BEGIN Information provided

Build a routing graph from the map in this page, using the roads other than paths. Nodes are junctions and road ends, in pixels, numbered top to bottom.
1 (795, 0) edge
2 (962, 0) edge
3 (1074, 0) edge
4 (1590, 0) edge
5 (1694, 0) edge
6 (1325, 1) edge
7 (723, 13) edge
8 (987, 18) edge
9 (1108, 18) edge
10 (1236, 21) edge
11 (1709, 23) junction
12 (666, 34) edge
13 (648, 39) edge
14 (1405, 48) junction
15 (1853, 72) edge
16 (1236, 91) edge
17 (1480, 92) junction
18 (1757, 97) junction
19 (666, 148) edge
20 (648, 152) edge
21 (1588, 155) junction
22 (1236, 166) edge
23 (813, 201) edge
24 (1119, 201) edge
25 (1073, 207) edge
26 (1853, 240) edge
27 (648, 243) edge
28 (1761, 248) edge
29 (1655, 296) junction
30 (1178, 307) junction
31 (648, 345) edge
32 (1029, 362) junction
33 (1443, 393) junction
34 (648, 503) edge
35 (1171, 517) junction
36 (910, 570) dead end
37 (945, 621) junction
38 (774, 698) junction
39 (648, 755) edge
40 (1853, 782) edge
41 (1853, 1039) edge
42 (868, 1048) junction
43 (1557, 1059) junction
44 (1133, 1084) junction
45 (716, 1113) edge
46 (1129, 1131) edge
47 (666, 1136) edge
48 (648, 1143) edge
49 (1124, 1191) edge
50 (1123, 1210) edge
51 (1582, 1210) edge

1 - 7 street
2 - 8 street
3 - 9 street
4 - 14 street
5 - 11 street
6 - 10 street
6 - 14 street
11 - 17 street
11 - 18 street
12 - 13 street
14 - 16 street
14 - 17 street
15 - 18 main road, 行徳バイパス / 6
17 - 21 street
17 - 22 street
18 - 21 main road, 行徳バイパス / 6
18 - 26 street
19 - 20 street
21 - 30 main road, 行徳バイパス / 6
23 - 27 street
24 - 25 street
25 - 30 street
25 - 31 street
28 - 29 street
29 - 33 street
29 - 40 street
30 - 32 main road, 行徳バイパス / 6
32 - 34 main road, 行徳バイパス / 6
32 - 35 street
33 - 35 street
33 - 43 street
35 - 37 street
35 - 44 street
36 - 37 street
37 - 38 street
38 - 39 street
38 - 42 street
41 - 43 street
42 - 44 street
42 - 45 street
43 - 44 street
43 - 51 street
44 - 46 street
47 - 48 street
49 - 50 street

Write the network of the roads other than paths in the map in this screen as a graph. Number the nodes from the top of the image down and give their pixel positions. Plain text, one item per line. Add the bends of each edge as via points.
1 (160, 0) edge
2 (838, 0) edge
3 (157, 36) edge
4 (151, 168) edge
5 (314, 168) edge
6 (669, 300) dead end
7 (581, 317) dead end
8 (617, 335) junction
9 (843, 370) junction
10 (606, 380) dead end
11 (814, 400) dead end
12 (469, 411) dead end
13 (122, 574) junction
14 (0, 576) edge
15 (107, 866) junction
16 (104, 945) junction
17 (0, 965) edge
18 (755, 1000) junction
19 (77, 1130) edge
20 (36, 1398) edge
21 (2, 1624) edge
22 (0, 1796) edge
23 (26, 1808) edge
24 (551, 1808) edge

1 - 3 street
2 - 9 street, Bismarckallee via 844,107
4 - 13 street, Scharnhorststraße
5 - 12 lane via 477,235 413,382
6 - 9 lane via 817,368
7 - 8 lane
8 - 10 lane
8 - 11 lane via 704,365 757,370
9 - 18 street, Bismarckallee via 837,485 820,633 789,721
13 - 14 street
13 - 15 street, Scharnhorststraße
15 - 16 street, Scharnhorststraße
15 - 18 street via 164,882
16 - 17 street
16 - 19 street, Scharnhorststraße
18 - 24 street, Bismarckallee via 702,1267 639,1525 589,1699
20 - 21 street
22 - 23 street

END Information provided

### [What needs to be done]
The entries above need to be transcribed with no differences at all.

### [Written response]
Build a routing graph from the map in this page, using the roads other than paths. Nodes are junctions and road ends, in pixels, numbered top to bottom.
1 (795, 0) edge
2 (962, 0) edge
3 (1074, 0) edge
4 (1590, 0) edge
5 (1694, 0) edge
6 (1325, 1) edge
7 (723, 13) edge
8 (987, 18) edge
9 (1108, 18) edge
10 (1236, 21) edge
11 (1709, 23) junction
12 (666, 34) edge
13 (648, 39) edge
14 (1405, 48) junction
15 (1853, 72) edge
16 (1236, 91) edge
17 (1480, 92) junction
18 (1757, 97) junction
19 (666, 148) edge
20 (648, 152) edge
21 (1588, 155) junction
22 (1236, 166) edge
23 (813, 201) edge
24 (1119, 201) edge
25 (1073, 207) edge
26 (1853, 240) edge
27 (648, 243) edge
28 (1761, 248) edge
29 (1655, 296) junction
30 (1178, 307) junction
31 (648, 345) edge
32 (1029, 362) junction
33 (1443, 393) junction
34 (648, 503) edge
35 (1171, 517) junction
36 (910, 570) dead end
37 (945, 621) junction
38 (774, 698) junction
39 (648, 755) edge
40 (1853, 782) edge
41 (1853, 1039) edge
42 (868, 1048) junction
43 (1557, 1059) junction
44 (1133, 1084) junction
45 (716, 1113) edge
46 (1129, 1131) edge
47 (666, 1136) edge
48 (648, 1143) edge
49 (1124, 1191) edge
50 (1123, 1210) edge
51 (1582, 1210) edge

1 - 7 street
2 - 8 street
3 - 9 street
4 - 14 street
5 - 11 street
6 - 10 street
6 - 14 street
11 - 17 street
11 - 18 street
12 - 13 street
14 - 16 street
14 - 17 street
15 - 18 main road, 行徳バイパス / 6
17 - 21 street
17 - 22 street
18 - 21 main road, 行徳バイパス / 6
18 - 26 street
19 - 20 street
21 - 30 main road, 行徳バイパス / 6
23 - 27 street
24 - 25 street
25 - 30 street
25 - 31 street
28 - 29 street
29 - 33 street
29 - 40 street
30 - 32 main road, 行徳バイパス / 6
32 - 34 main road, 行徳バイパス / 6
32 - 35 street
33 - 35 street
33 - 43 street
35 - 37 street
35 - 44 street
36 - 37 street
37 - 38 street
38 - 39 street
38 - 42 street
41 - 43 street
42 - 44 street
42 - 45 street
43 - 44 street
43 - 51 street
44 - 46 street
47 - 48 street
49 - 50 street

Write the network of the roads other than paths in the map in this screen as a graph. Number the nodes from the top of the image down and give their pixel positions. Plain text, one item per line. Add the bends of each edge as via points.
1 (160, 0) edge
2 (838, 0) edge
3 (157, 36) edge
4 (151, 168) edge
5 (314, 168) edge
6 (669, 300) dead end
7 (581, 317) dead end
8 (617, 335) junction
9 (843, 370) junction
10 (606, 380) dead end
11 (814, 400) dead end
12 (469, 411) dead end
13 (122, 574) junction
14 (0, 576) edge
15 (107, 866) junction
16 (104, 945) junction
17 (0, 965) edge
18 (755, 1000) junction
19 (77, 1130) edge
20 (36, 1398) edge
21 (2, 1624) edge
22 (0, 1796) edge
23 (26, 1808) edge
24 (551, 1808) edge

1 - 3 street
2 - 9 street, Bismarckallee via 844,107
4 - 13 street, Scharnhorststraße
5 - 12 lane via 477,235 413,382
6 - 9 lane via 817,368
7 - 8 lane
8 - 10 lane
8 - 11 lane via 704,365 757,370
9 - 18 street, Bismarckallee via 837,485 820,633 789,721
13 - 14 street
13 - 15 street, Scharnhorststraße
15 - 16 street, Scharnhorststraße
15 - 18 street via 164,882
16 - 17 street
16 - 19 street, Scharnhorststraße
18 - 24 street, Bismarckallee via 702,1267 639,1525 589,1699
20 - 21 street
22 - 23 street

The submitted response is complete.